== EXCERPTED DATA
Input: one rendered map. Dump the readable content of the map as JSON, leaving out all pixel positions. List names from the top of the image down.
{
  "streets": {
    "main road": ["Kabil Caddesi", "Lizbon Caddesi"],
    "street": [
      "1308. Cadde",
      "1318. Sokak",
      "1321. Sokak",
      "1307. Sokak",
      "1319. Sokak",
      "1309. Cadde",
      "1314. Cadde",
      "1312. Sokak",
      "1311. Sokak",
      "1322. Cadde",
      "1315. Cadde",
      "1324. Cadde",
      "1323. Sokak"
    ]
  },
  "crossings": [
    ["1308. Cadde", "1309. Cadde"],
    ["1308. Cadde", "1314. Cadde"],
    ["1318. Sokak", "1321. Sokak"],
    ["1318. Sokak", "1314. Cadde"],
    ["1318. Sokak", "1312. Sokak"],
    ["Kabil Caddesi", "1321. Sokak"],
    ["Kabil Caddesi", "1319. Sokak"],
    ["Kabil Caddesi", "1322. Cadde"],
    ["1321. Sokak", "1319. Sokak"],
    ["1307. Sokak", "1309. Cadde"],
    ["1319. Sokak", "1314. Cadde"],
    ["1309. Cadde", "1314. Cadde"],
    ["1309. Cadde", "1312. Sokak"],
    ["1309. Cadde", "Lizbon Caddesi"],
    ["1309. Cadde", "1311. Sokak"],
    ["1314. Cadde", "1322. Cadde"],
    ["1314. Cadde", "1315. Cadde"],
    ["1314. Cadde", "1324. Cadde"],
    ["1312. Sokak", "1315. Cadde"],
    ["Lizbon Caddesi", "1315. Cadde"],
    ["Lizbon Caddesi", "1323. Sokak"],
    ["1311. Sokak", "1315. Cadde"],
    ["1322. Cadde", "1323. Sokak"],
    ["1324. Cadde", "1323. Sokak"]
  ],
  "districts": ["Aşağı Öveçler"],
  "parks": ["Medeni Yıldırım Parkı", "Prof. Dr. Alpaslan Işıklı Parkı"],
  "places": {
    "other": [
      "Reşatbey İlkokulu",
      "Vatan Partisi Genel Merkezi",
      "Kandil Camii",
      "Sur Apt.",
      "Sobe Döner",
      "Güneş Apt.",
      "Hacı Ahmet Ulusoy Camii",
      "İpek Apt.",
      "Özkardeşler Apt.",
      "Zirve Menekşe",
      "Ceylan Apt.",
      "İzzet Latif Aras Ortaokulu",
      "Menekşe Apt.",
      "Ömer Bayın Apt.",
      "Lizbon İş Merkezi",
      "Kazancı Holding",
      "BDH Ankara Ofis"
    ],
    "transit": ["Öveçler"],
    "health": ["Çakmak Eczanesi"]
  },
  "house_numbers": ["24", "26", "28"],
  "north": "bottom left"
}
====
-- REQUIREMENT --
Filter the entries down to the lines with the word "Kabil" in them.

-- REPLY --
    "main road": ["Kabil Caddesi", "Lizbon Caddesi"],
    ["Kabil Caddesi", "1321. Sokak"],
    ["Kabil Caddesi", "1319. Sokak"],
    ["Kabil Caddesi", "1322. Cadde"],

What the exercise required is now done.